For the test problem, I'm using an algorithm for the calculation of the divergence of vector function in 3-D space using a Spectral Element Collocation method. I'm choosing this as the test problem, since much of my current work is focused on a fluids solver based on a Spectral Element Method with similar computational patterns.

In spectral element methods, a physical domain is described as a mesh of quadrilaterals in 2-D or hexahedrals in 3-D. The quads and hexes are called elements. Within each element, all functions are approximated by Lagrange interpolating polynomials, whose interpolation nodes a selected as special quadrature points that provide result in spectral convergence of discretization errors. 

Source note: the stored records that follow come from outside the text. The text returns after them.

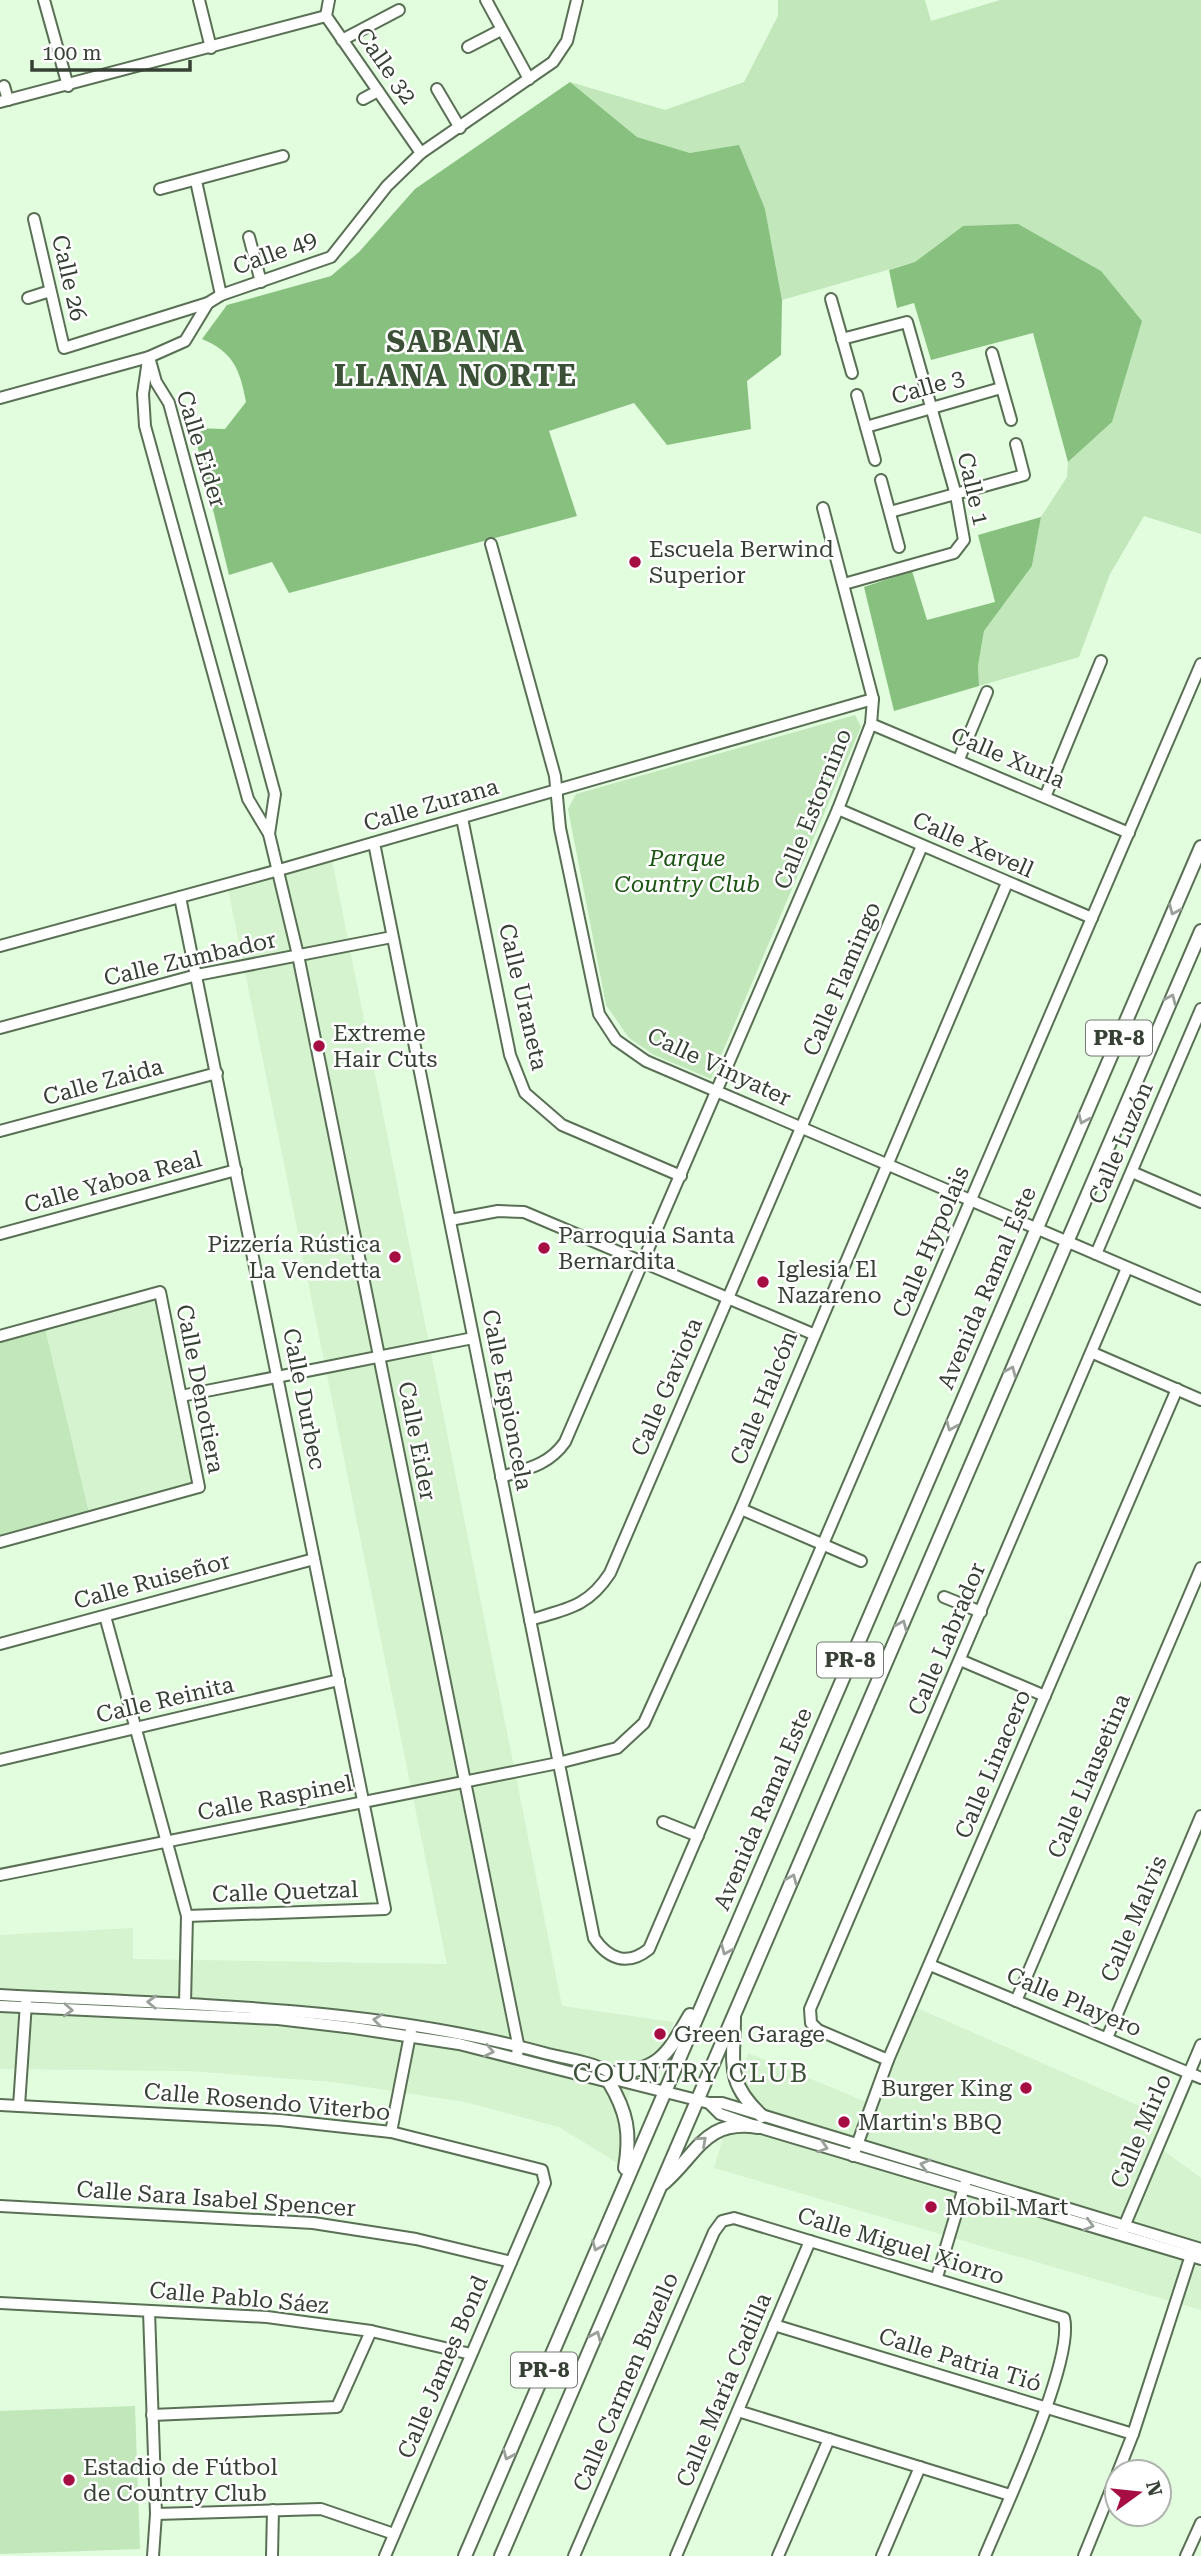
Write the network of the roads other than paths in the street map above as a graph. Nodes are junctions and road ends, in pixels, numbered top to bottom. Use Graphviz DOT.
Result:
graph roads {
  1 [pos="44,0"];
  2 [pos="199,0"];
  3 [pos="329,0"];
  4 [pos="486,0"];
  5 [pos="577,0"];
  6 [pos="400,10"];
  7 [pos="326,16"];
  8 [pos="501,30"];
  9 [pos="342,40"];
  10 [pos="468,47"];
  11 [pos="211,48"];
  12 [pos="528,79"];
  13 [pos="4,86"];
  14 [pos="68,86"];
  15 [pos="437,89"];
  16 [pos="378,91"];
  17 [pos="363,99"];
  18 [pos="4,101"];
  19 [pos="460,128"];
  20 [pos="421,153"];
  21 [pos="283,156"];
  22 [pos="195,181"];
  23 [pos="160,189"];
  24 [pos="34,219"];
  25 [pos="249,237"];
  26 [pos="261,282"];
  27 [pos="50,291"];
  28 [pos="220,295"];
  29 [pos="28,298"];
  30 [pos="831,299"];
  31 [pos="208,303"];
  32 [pos="842,339"];
  33 [pos="992,353"];
  34 [pos="149,357"];
  35 [pos="852,373"];
  36 [pos="1001,388"];
  37 [pos="857,394"];
  38 [pos="0,398"];
  39 [pos="931,408"];
  40 [pos="1011,420"];
  41 [pos="866,426"];
  42 [pos="1016,444"];
  43 [pos="875,460"];
  44 [pos="881,480"];
  45 [pos="956,495"];
  46 [pos="823,508"];
  47 [pos="890,512"];
  48 [pos="491,544"];
  49 [pos="900,547"];
  50 [pos="844,584"];
  51 [pos="1101,661"];
  52 [pos="1201,664"];
  53 [pos="987,692"];
  54 [pos="873,699"];
  55 [pos="871,724"];
  56 [pos="959,759"];
  57 [pos="554,792"];
  58 [pos="1045,797"];
  59 [pos="838,808"];
  60 [pos="462,818"];
  61 [pos="1129,833"];
  62 [pos="270,834"];
  63 [pos="374,843"];
  64 [pos="922,846"];
  65 [pos="1201,847"];
  66 [pos="279,870"];
  67 [pos="1007,883"];
  68 [pos="180,897"];
  69 [pos="1092,918"];
  70 [pos="1201,930"];
  71 [pos="392,937"];
  72 [pos="0,946"];
  73 [pos="298,955"];
  74 [pos="197,975"];
  75 [pos="1201,1009"];
  76 [pos="0,1028"];
  77 [pos="217,1073"];
  78 [pos="716,1091"];
  79 [pos="801,1128"];
  80 [pos="0,1132"];
  81 [pos="886,1164"];
  82 [pos="236,1170"];
  83 [pos="1132,1172"];
  84 [pos="681,1176"];
  85 [pos="972,1201"];
  86 [pos="1201,1202"];
  87 [pos="450,1220"];
  88 [pos="1035,1228"];
  89 [pos="1,1230"];
  90 [pos="1068,1242"];
  91 [pos="1096,1254"];
  92 [pos="643,1261"];
  93 [pos="1127,1268"];
  94 [pos="728,1298"];
  95 [pos="1201,1299"];
  96 [pos="813,1334"];
  97 [pos="0,1336"];
  98 [pos="473,1338"];
  99 [pos="1093,1353"];
  100 [pos="379,1357"];
  101 [pos="278,1377"];
  102 [pos="1177,1390"];
  103 [pos="181,1396"];
  104 [pos="1201,1400"];
  105 [pos="501,1477"];
  106 [pos="741,1509"];
  107 [pos="0,1542"];
  108 [pos="824,1545"];
  109 [pos="314,1559"];
  110 [pos="861,1561"];
  111 [pos="1201,1568"];
  112 [pos="944,1597"];
  113 [pos="981,1612"];
  114 [pos="105,1616"];
  115 [pos="530,1620"];
  116 [pos="0,1644"];
  117 [pos="960,1660"];
  118 [pos="339,1680"];
  119 [pos="1045,1696"];
  120 [pos="136,1728"];
  121 [pos="0,1760"];
  122 [pos="558,1763"];
  123 [pos="464,1782"];
  124 [pos="364,1802"];
  125 [pos="1201,1816"];
  126 [pos="663,1822"];
  127 [pos="698,1836"];
  128 [pos="167,1842"];
  129 [pos="0,1875"];
  130 [pos="385,1909"];
  131 [pos="187,1916"];
  132 [pos="613,1957"];
  133 [pos="930,1965"];
  134 [pos="707,1993"];
  135 [pos="0,1995"];
  136 [pos="1016,2001"];
  137 [pos="27,2002"];
  138 [pos="186,2003"];
  139 [pos="0,2006"];
  140 [pos="733,2015"];
  141 [pos="411,2030"];
  142 [pos="1107,2038"];
  143 [pos="518,2044"];
  144 [pos="1201,2045"];
  145 [pos="517,2057"];
  146 [pos="888,2060"];
  147 [pos="1189,2073"];
  148 [pos="613,2078"];
  149 [pos="1201,2078"];
  150 [pos="664,2091"];
  151 [pos="696,2098"];
  152 [pos="0,2105"];
  153 [pos="19,2106"];
  154 [pos="760,2122"];
  155 [pos="391,2132"];
  156 [pos="855,2152"];
  157 [pos="965,2183"];
  158 [pos="624,2184"];
  159 [pos="661,2185"];
  160 [pos="540,2195"];
  161 [pos="0,2206"];
  162 [pos="719,2225"];
  163 [pos="1123,2230"];
  164 [pos="810,2241"];
  165 [pos="1197,2252"];
  166 [pos="511,2262"];
  167 [pos="937,2277"];
  168 [pos="0,2303"];
  169 [pos="149,2311"];
  170 [pos="774,2325"];
  171 [pos="371,2331"];
  172 [pos="471,2354"];
  173 [pos="1046,2409"];
  174 [pos="738,2411"];
  175 [pos="152,2414"];
  176 [pos="1133,2434"];
  177 [pos="829,2439"];
  178 [pos="1124,2458"];
  179 [pos="920,2467"];
  180 [pos="1010,2495"];
  181 [pos="273,2510"];
  182 [pos="1103,2510"];
  183 [pos="156,2514"];
  184 [pos="1201,2523"];
  185 [pos="394,2534"];
  186 [pos="153,2556"];
  187 [pos="272,2556"];
  188 [pos="385,2556"];
  189 [pos="465,2556"];
  190 [pos="501,2556"];
  191 [pos="574,2556"];
  192 [pos="676,2556"];
  193 [pos="778,2556"];
  194 [pos="882,2556"];
  195 [pos="985,2556"];
  196 [pos="1084,2556"];
  197 [pos="1186,2556"];
  1 -- 14 [label="street"];
  2 -- 11 [label="street"];
  3 -- 7 [label="street, Calle 32"];
  4 -- 8 [label="street"];
  5 -- 12 [label="street, Calle 49"];
  6 -- 9 [label="street"];
  7 -- 9 [label="street, Calle 32"];
  7 -- 11 [label="street"];
  8 -- 10 [label="street"];
  8 -- 12 [label="street"];
  9 -- 16 [label="street, Calle 32"];
  11 -- 14 [label="street"];
  12 -- 19 [label="street, Calle 49"];
  13 -- 18 [label="street"];
  14 -- 18 [label="street"];
  15 -- 19 [label="street"];
  16 -- 17 [label="street"];
  16 -- 20 [label="street, Calle 32"];
  19 -- 20 [label="street, Calle 49"];
  20 -- 26 [label="street, Calle 49"];
  21 -- 22 [label="street"];
  22 -- 23 [label="street"];
  22 -- 28 [label="street"];
  24 -- 27 [label="street, Calle 26"];
  25 -- 26 [label="street"];
  26 -- 28 [label="street, Calle 49"];
  27 -- 29 [label="street"];
  27 -- 31 [label="street, Calle 26"];
  28 -- 31 [label="street, Calle 49"];
  30 -- 32 [label="street"];
  31 -- 34 [label="street, Calle 49"];
  32 -- 35 [label="street"];
  32 -- 39 [label="street, Calle 1"];
  33 -- 36 [label="street, Calle 3"];
  34 -- 38 [label="street, Calle 49"];
  34 -- 62 [label="street, Calle Eider"];
  34 -- 62 [label="street, Calle Eider"];
  36 -- 39 [label="street, Calle 3"];
  36 -- 40 [label="street, Calle 3"];
  37 -- 41 [label="street, Calle 3"];
  39 -- 41 [label="street, Calle 3"];
  39 -- 45 [label="street, Calle 1"];
  41 -- 43 [label="street, Calle 3"];
  42 -- 45 [label="street"];
  44 -- 47 [label="street"];
  45 -- 47 [label="street"];
  45 -- 50 [label="street, Calle 1"];
  46 -- 50 [label="street, Calle Estornino"];
  47 -- 49 [label="street"];
  48 -- 57 [label="street, Calle Vinyater"];
  50 -- 54 [label="street, Calle Estornino"];
  51 -- 58 [label="street"];
  52 -- 61 [label="street, Calle Hypolais"];
  53 -- 56 [label="street"];
  54 -- 55 [label="street, Calle Estornino"];
  54 -- 57 [label="street, Calle Zurana"];
  55 -- 56 [label="street, Calle Xurla"];
  55 -- 59 [label="street, Calle Estornino"];
  56 -- 58 [label="street, Calle Xurla"];
  57 -- 60 [label="street, Calle Zurana"];
  57 -- 78 [label="street, Calle Vinyater"];
  58 -- 61 [label="street, Calle Xurla"];
  59 -- 64 [label="street, Calle Xevell"];
  59 -- 78 [label="street, Calle Estornino"];
  60 -- 63 [label="street, Calle Zurana"];
  60 -- 84 [label="street, Calle Uraneta"];
  61 -- 69 [label="street, Calle Hypolais"];
  62 -- 66 [label="street, Calle Eider"];
  63 -- 66 [label="street, Calle Zurana"];
  63 -- 71 [label="street, Calle Espioncela"];
  64 -- 67 [label="street, Calle Xevell"];
  64 -- 79 [label="street, Calle Flamingo"];
  65 -- 88 [label="main road, Avenida Ramal Este / PR-8, one-way"];
  66 -- 68 [label="street, Calle Zurana"];
  66 -- 73 [label="street, Calle Eider"];
  67 -- 69 [label="street, Calle Xevell"];
  67 -- 81 [label="street, Calle Halcón"];
  68 -- 72 [label="street, Calle Zurana"];
  68 -- 74 [label="street, Calle Durbec"];
  69 -- 85 [label="street, Calle Hypolais"];
  90 -- 70 [label="main road, PR-8, one-way"];
  71 -- 73 [label="street, Calle Zumbador"];
  71 -- 87 [label="street, Calle Espioncela"];
  73 -- 74 [label="street, Calle Zumbador"];
  73 -- 100 [label="street, Calle Eider"];
  74 -- 76 [label="street, Calle Zumbador"];
  74 -- 77 [label="street, Calle Durbec"];
  75 -- 83 [label="street, Calle Luzón"];
  77 -- 80 [label="street, Calle Zaida"];
  77 -- 82 [label="street, Calle Durbec"];
  78 -- 79 [label="street, Calle Vinyater"];
  78 -- 84 [label="street, Calle Estornino"];
  79 -- 81 [label="street, Calle Vinyater"];
  79 -- 94 [label="street, Calle Gaviota"];
  81 -- 85 [label="street, Calle Vinyater"];
  81 -- 96 [label="street, Calle Halcón"];
  82 -- 89 [label="street, Calle Yaboa Real"];
  82 -- 101 [label="street, Calle Durbec"];
  83 -- 86 [label="street"];
  83 -- 91 [label="street, Calle Luzón"];
  84 -- 92 [label="street, Calle Estornino"];
  85 -- 88 [label="street, Calle Vinyater"];
  85 -- 108 [label="street, Calle Hypolais"];
  87 -- 92 [label="street"];
  87 -- 98 [label="street, Calle Espioncela"];
  88 -- 90 [label="street, Calle Vinyater"];
  88 -- 134 [label="main road, Avenida Ramal Este / PR-8, one-way"];
  90 -- 91 [label="street, Calle Vinyater"];
  140 -- 90 [label="main road, PR-8, one-way"];
  91 -- 93 [label="street, Calle Vinyater"];
  92 -- 94 [label="street"];
  92 -- 105 [label="street, Calle Estornino"];
  93 -- 95 [label="street, Calle Vinyater"];
  93 -- 99 [label="street, Calle Labrador"];
  94 -- 96 [label="street"];
  94 -- 115 [label="street, Calle Gaviota"];
  96 -- 106 [label="street, Calle Halcón"];
  97 -- 103 [label="street, Calle Denotiera"];
  98 -- 100 [label="street"];
  98 -- 105 [label="street, Calle Espioncela"];
  99 -- 102 [label="street"];
  99 -- 113 [label="street, Calle Labrador"];
  100 -- 101 [label="street"];
  100 -- 123 [label="street, Calle Eider"];
  101 -- 103 [label="street"];
  101 -- 109 [label="street, Calle Durbec"];
  102 -- 104 [label="street"];
  102 -- 119 [label="street, Calle Linacero"];
  103 -- 107 [label="street, Calle Denotiera"];
  105 -- 115 [label="street, Calle Espioncela"];
  106 -- 108 [label="street"];
  106 -- 122 [label="street, Calle Halcón"];
  108 -- 110 [label="street"];
  108 -- 127 [label="street, Calle Hypolais"];
  109 -- 114 [label="street, Calle Ruiseñor"];
  109 -- 118 [label="street, Calle Durbec"];
  111 -- 136 [label="street, Calle Llausetina"];
  112 -- 113 [label="street"];
  113 -- 117 [label="street, Calle Labrador"];
  114 -- 116 [label="street, Calle Ruiseñor"];
  114 -- 120 [label="street"];
  115 -- 122 [label="street, Calle Espioncela"];
  117 -- 119 [label="street"];
  117 -- 146 [label="street, Calle Labrador"];
  118 -- 120 [label="street, Calle Reinita"];
  118 -- 124 [label="street, Calle Durbec"];
  119 -- 133 [label="street, Calle Linacero"];
  120 -- 121 [label="street, Calle Reinita"];
  120 -- 128 [label="street"];
  122 -- 123 [label="street, Calle Raspinel"];
  122 -- 132 [label="street, Calle Espioncela"];
  123 -- 124 [label="street, Calle Raspinel"];
  123 -- 143 [label="street, Calle Eider"];
  124 -- 128 [label="street, Calle Raspinel"];
  124 -- 130 [label="street, Calle Durbec"];
  125 -- 142 [label="street, Calle Malvis"];
  126 -- 127 [label="street"];
  127 -- 132 [label="street, Calle Hypolais"];
  128 -- 129 [label="street, Calle Raspinel"];
  128 -- 131 [label="street"];
  130 -- 131 [label="street, Calle Quetzal"];
  131 -- 138 [label="street"];
  133 -- 136 [label="street, Calle Playero"];
  133 -- 146 [label="street, Calle Linacero"];
  134 -- 148 [label="main road"];
  134 -- 150 [label="main road, Avenida Ramal Este / PR-8"];
  135 -- 137 [label="street"];
  136 -- 142 [label="street, Calle Playero"];
  138 -- 137 [label="street, one-way"];
  137 -- 139 [label="street"];
  137 -- 141 [label="street, one-way"];
  137 -- 153 [label="street"];
  141 -- 138 [label="street, one-way"];
  140 -- 151 [label="main road, PR-8"];
  140 -- 154 [label="main road"];
  141 -- 143 [label="street"];
  141 -- 145 [label="street, one-way"];
  141 -- 155 [label="street"];
  142 -- 147 [label="street, Calle Playero"];
  143 -- 145 [label="street, Calle Eider"];
  143 -- 148 [label="street"];
  144 -- 147 [label="street, Calle Mirlo"];
  145 -- 148 [label="street"];
  146 -- 156 [label="street, Calle Linacero"];
  147 -- 149 [label="street, Calle Playero"];
  147 -- 163 [label="street, Calle Mirlo"];
  148 -- 150 [label="street"];
  148 -- 158 [label="main road"];
  150 -- 151 [label="street"];
  150 -- 158 [label="main road, Avenida Ramal Este / PR-8"];
  151 -- 154 [label="street"];
  151 -- 159 [label="main road, PR-8"];
  152 -- 153 [label="street, Calle Rosendo Viterbo"];
  153 -- 155 [label="street, Calle Rosendo Viterbo"];
  154 -- 156 [label="street"];
  159 -- 154 [label="main road, one-way"];
  155 -- 160 [label="street, Calle Rosendo Viterbo"];
  156 -- 157 [label="street"];
  157 -- 163 [label="street"];
  157 -- 167 [label="street"];
  158 -- 189 [label="main road, Avenida Ramal Este / PR-8, one-way"];
  190 -- 159 [label="main road, PR-8, one-way"];
  160 -- 166 [label="street, Calle James Bond"];
  161 -- 166 [label="street, Calle Sara Isabel Spencer"];
  162 -- 164 [label="street, Calle Miguel Xiorro"];
  162 -- 191 [label="street, Calle Carmen Buzello"];
  163 -- 165 [label="street"];
  164 -- 167 [label="street, Calle Miguel Xiorro"];
  164 -- 170 [label="street, Calle María Cadilla"];
  165 -- 176 [label="street"];
  166 -- 172 [label="street, Calle James Bond"];
  167 -- 173 [label="street, Calle Miguel Xiorro"];
  168 -- 169 [label="street, Calle Pablo Sáez"];
  169 -- 171 [label="street, Calle Pablo Sáez"];
  169 -- 175 [label="street"];
  170 -- 173 [label="street, Calle Patria Tió"];
  170 -- 174 [label="street, Calle María Cadilla"];
  171 -- 172 [label="street, Calle Pablo Sáez"];
  171 -- 175 [label="street"];
  172 -- 185 [label="street, Calle James Bond"];
  173 -- 176 [label="street, Calle Patria Tió"];
  173 -- 180 [label="street"];
  174 -- 177 [label="street"];
  174 -- 192 [label="street, Calle María Cadilla"];
  175 -- 183 [label="street"];
  176 -- 178 [label="street"];
  177 -- 179 [label="street"];
  177 -- 193 [label="street"];
  179 -- 180 [label="street"];
  179 -- 194 [label="street"];
  180 -- 195 [label="street"];
  181 -- 183 [label="street"];
  181 -- 185 [label="street"];
  181 -- 187 [label="street"];
  182 -- 196 [label="street"];
  183 -- 186 [label="street"];
  184 -- 197 [label="street"];
  185 -- 188 [label="street, Calle James Bond"];
}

When a function is approximated by a polynomial interpolant, a derivative (divergence, gradient, or curl) can approximated as the derivative of the interpolant. While there are some additional calculations that are required on the edges and faces of neighboring elements to complete the method, most of the compute time for calculating a divergence is spent on so-called internal operations.

Serial Code

In general, the internal operations associated with calculating the divergence of a 3-D vector function looks something like code-block shown below. We loop over the elements in the outer most loop, then loop over the quadrature points in the next three loop levels. Within these quadruple-nested loop, we perform a reduction that consists of 3 multiply and 3 add operations. 

In this code-block, f is the 3-D vector function, df is the resulting divergence, and D is a spectral element derivative-matrix (derived from the derivative of Lagrange Interpolating Polynomials). The VEC_3D_INDEX  and 3D_INDEX are just a macros that "flatten" the multi-dimensional indices into a single index. For the problem I'm considering, there are 100 elements and N=7 (the polynomial degree of the interpolant).

code-block : div_f


for( iel=0; iel<n_elements; iel++ ){

  for( k=0; k<N; k++ ){

    for( j=0; j<N; j++ ){

      for( i=0; i<N; i++ ){

        df[SP_3D_INDEX(i,j,k,iel,N)] = 0.0;

        for( ii=0; ii<=N; ii++){

          df[3D_INDEX(i,j,k,iel,N)]=df[3D_INDEX(i,j,k,iel,N)] +                   

            D[INDEX(ii,i,N)]*f[VEC_3D_INDEX(0,ii,j,k,iel,N)] +               

            D[INDEX(ii,j,N)]*f[VEC_3D_INDEX(1,i,ii,k,iel,N)] +               

            D[INDEX(ii,k,N)]*f[VEC_3D_INDEX(2,i,j,ii,iel,N)] ;

        }

      }

    }

  }

}

CUDA Kernel

When we write this kernel with CUDA, the element loop is replaced with a CUDA Block ID and the inner quadrature loops are broken out over CUDA threads within each block. Then, each CUDA thread does its own reduction in parallel.

int iel = blockidx.x;

int i   = threadidx.x;

int j   = threadidx.y;

int k   = threadidx.z;


df[SP_3D_INDEX(i,j,k,iel,N)] = 0.0;

for( ii=0; ii<=N; ii++){

  df[3D_INDEX(i,j,k,iel,N)]=df[3D_INDEX(i,j,k,iel,N)] +                   

    D[INDEX(ii,i,N)]*f[VEC_3D_INDEX(0,ii,j,k,iel,N)] +               

    D[INDEX(ii,j,N)]*f[VEC_3D_INDEX(1,i,ii,k,iel,N)] +               

    D[INDEX(ii,k,N)]*f[VEC_3D_INDEX(2,i,j,ii,iel,N)] ;

 }

HIP-Kernel

To generate the HIP-Kernel, I simply run the hipify script that comes with the ROCm installation. For this simple set of code, no additional work is needed. You can compare the CUDA and HIP codes on our bitbucket repository.

Platforms

To compare kernel performance between AMD and Nvidia GPUs and between HIP and CUDA compilers, I'm using resources from GPUEater and Google Cloud Platform. 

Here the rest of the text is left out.